- TASK PROMPT -
Retype the records below exactly. Leave nothing out.

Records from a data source
——————

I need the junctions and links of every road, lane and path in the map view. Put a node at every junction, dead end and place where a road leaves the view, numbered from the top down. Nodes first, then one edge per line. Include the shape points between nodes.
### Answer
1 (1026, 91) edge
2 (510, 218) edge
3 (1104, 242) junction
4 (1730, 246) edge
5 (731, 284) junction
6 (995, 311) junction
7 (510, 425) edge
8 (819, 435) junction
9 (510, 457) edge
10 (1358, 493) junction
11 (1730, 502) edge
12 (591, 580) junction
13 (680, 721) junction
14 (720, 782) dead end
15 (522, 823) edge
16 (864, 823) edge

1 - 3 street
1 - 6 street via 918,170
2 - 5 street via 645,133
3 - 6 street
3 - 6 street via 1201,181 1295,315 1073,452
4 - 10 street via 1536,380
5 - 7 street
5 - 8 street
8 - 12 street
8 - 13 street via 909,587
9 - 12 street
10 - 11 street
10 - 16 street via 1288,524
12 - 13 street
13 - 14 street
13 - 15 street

——————

- RESULT OF THIS EXERCISE -
I need the junctions and links of every road, lane and path in the map view. Put a node at every junction, dead end and place where a road leaves the view, numbered from the top down. Nodes first, then one edge per line. Include the shape points between nodes.
### Answer
1 (1026, 91) edge
2 (510, 218) edge
3 (1104, 242) junction
4 (1730, 246) edge
5 (731, 284) junction
6 (995, 311) junction
7 (510, 425) edge
8 (819, 435) junction
9 (510, 457) edge
10 (1358, 493) junction
11 (1730, 502) edge
12 (591, 580) junction
13 (680, 721) junction
14 (720, 782) dead end
15 (522, 823) edge
16 (864, 823) edge

1 - 3 street
1 - 6 street via 918,170
2 - 5 street via 645,133
3 - 6 street
3 - 6 street via 1201,181 1295,315 1073,452
4 - 10 street via 1536,380
5 - 7 street
5 - 8 street
8 - 12 street
8 - 13 street via 909,587
9 - 12 street
10 - 11 street
10 - 16 street via 1288,524
12 - 13 street
13 - 14 street
13 - 15 street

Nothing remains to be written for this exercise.